* **PROMPT**
The answer should be an exact copy of the data.

[Saved entries]
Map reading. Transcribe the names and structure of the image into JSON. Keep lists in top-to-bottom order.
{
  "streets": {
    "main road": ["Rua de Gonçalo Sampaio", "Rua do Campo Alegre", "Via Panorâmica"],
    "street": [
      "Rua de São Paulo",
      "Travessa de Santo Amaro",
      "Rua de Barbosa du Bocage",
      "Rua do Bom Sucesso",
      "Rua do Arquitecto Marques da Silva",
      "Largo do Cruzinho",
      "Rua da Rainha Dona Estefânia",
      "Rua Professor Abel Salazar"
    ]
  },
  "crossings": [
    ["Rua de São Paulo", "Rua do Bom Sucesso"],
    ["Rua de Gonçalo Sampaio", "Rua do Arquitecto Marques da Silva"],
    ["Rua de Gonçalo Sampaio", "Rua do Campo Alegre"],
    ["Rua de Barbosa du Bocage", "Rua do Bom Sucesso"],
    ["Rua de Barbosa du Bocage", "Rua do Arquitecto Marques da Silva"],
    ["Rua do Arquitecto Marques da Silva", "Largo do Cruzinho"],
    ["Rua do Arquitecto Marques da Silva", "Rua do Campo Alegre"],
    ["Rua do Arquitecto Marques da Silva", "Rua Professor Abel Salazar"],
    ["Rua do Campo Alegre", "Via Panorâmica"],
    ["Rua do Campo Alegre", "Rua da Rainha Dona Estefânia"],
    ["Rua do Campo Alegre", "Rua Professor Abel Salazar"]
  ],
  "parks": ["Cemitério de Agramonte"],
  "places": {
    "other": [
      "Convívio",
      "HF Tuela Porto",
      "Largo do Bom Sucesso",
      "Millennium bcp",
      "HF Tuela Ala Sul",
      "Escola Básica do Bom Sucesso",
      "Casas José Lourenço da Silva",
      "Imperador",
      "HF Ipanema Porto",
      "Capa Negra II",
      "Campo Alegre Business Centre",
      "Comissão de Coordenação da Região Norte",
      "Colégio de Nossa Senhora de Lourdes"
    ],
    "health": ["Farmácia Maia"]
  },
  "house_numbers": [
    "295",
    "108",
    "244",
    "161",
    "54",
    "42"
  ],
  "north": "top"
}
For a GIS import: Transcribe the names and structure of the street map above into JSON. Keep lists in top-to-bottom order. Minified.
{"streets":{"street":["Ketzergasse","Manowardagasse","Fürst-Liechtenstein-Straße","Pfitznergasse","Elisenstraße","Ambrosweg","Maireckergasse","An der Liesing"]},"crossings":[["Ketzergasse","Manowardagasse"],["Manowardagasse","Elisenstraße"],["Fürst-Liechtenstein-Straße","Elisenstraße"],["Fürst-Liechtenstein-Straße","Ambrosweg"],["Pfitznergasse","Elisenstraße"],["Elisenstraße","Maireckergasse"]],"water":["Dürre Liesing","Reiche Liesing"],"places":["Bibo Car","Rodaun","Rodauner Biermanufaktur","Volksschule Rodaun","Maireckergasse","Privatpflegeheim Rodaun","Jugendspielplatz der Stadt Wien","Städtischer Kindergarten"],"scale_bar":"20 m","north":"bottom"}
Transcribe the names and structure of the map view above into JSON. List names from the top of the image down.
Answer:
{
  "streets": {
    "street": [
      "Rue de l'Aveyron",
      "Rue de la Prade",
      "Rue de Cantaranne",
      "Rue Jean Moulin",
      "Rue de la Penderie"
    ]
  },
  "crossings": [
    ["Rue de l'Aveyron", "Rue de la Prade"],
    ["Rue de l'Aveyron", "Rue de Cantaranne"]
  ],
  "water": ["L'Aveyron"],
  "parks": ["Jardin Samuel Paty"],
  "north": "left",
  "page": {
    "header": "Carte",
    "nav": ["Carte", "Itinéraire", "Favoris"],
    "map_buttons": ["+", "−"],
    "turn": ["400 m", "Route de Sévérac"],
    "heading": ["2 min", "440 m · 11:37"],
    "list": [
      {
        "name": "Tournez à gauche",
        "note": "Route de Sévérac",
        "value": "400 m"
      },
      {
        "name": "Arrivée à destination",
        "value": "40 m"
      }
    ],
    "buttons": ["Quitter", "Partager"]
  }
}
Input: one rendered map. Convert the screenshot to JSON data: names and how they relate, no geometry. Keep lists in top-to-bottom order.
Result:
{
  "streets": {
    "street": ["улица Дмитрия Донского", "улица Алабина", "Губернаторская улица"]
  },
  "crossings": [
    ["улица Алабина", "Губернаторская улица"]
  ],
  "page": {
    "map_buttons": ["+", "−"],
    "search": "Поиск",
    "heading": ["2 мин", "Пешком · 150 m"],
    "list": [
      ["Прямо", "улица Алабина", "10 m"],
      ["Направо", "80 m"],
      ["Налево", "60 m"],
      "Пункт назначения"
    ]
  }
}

* **RESULT FOR THIS TASK**
Map reading. Transcribe the names and structure of the image into JSON. Keep lists in top-to-bottom order.
{
  "streets": {
    "main road": ["Rua de Gonçalo Sampaio", "Rua do Campo Alegre", "Via Panorâmica"],
    "street": [
      "Rua de São Paulo",
      "Travessa de Santo Amaro",
      "Rua de Barbosa du Bocage",
      "Rua do Bom Sucesso",
      "Rua do Arquitecto Marques da Silva",
      "Largo do Cruzinho",
      "Rua da Rainha Dona Estefânia",
      "Rua Professor Abel Salazar"
    ]
  },
  "crossings": [
    ["Rua de São Paulo", "Rua do Bom Sucesso"],
    ["Rua de Gonçalo Sampaio", "Rua do Arquitecto Marques da Silva"],
    ["Rua de Gonçalo Sampaio", "Rua do Campo Alegre"],
    ["Rua de Barbosa du Bocage", "Rua do Bom Sucesso"],
    ["Rua de Barbosa du Bocage", "Rua do Arquitecto Marques da Silva"],
    ["Rua do Arquitecto Marques da Silva", "Largo do Cruzinho"],
    ["Rua do Arquitecto Marques da Silva", "Rua do Campo Alegre"],
    ["Rua do Arquitecto Marques da Silva", "Rua Professor Abel Salazar"],
    ["Rua do Campo Alegre", "Via Panorâmica"],
    ["Rua do Campo Alegre", "Rua da Rainha Dona Estefânia"],
    ["Rua do Campo Alegre", "Rua Professor Abel Salazar"]
  ],
  "parks": ["Cemitério de Agramonte"],
  "places": {
    "other": [
      "Convívio",
      "HF Tuela Porto",
      "Largo do Bom Sucesso",
      "Millennium bcp",
      "HF Tuela Ala Sul",
      "Escola Básica do Bom Sucesso",
      "Casas José Lourenço da Silva",
      "Imperador",
      "HF Ipanema Porto",
      "Capa Negra II",
      "Campo Alegre Business Centre",
      "Comissão de Coordenação da Região Norte",
      "Colégio de Nossa Senhora de Lourdes"
    ],
    "health": ["Farmácia Maia"]
  },
  "house_numbers": [
    "295",
    "108",
    "244",
    "161",
    "54",
    "42"
  ],
  "north": "top"
}
For a GIS import: Transcribe the names and structure of the street map above into JSON. Keep lists in top-to-bottom order. Minified.
{"streets":{"street":["Ketzergasse","Manowardagasse","Fürst-Liechtenstein-Straße","Pfitznergasse","Elisenstraße","Ambrosweg","Maireckergasse","An der Liesing"]},"crossings":[["Ketzergasse","Manowardagasse"],["Manowardagasse","Elisenstraße"],["Fürst-Liechtenstein-Straße","Elisenstraße"],["Fürst-Liechtenstein-Straße","Ambrosweg"],["Pfitznergasse","Elisenstraße"],["Elisenstraße","Maireckergasse"]],"water":["Dürre Liesing","Reiche Liesing"],"places":["Bibo Car","Rodaun","Rodauner Biermanufaktur","Volksschule Rodaun","Maireckergasse","Privatpflegeheim Rodaun","Jugendspielplatz der Stadt Wien","Städtischer Kindergarten"],"scale_bar":"20 m","north":"bottom"}
Transcribe the names and structure of the map view above into JSON. List names from the top of the image down.
Answer:
{
  "streets": {
    "street": [
      "Rue de l'Aveyron",
      "Rue de la Prade",
      "Rue de Cantaranne",
      "Rue Jean Moulin",
      "Rue de la Penderie"
    ]
  },
  "crossings": [
    ["Rue de l'Aveyron", "Rue de la Prade"],
    ["Rue de l'Aveyron", "Rue de Cantaranne"]
  ],
  "water": ["L'Aveyron"],
  "parks": ["Jardin Samuel Paty"],
  "north": "left",
  "page": {
    "header": "Carte",
    "nav": ["Carte", "Itinéraire", "Favoris"],
    "map_buttons": ["+", "−"],
    "turn": ["400 m", "Route de Sévérac"],
    "heading": ["2 min", "440 m · 11:37"],
    "list": [
      {
        "name": "Tournez à gauche",
        "note": "Route de Sévérac",
        "value": "400 m"
      },
      {
        "name": "Arrivée à destination",
        "value": "40 m"
      }
    ],
    "buttons": ["Quitter", "Partager"]
  }
}
Input: one rendered map. Convert the screenshot to JSON data: names and how they relate, no geometry. Keep lists in top-to-bottom order.
Result:
{
  "streets": {
    "street": ["улица Дмитрия Донского", "улица Алабина", "Губернаторская улица"]
  },
  "crossings": [
    ["улица Алабина", "Губернаторская улица"]
  ],
  "page": {
    "map_buttons": ["+", "−"],
    "search": "Поиск",
    "heading": ["2 мин", "Пешком · 150 m"],
    "list": [
      ["Прямо", "улица Алабина", "10 m"],
      ["Направо", "80 m"],
      ["Налево", "60 m"],
      "Пункт назначения"
    ]
  }
}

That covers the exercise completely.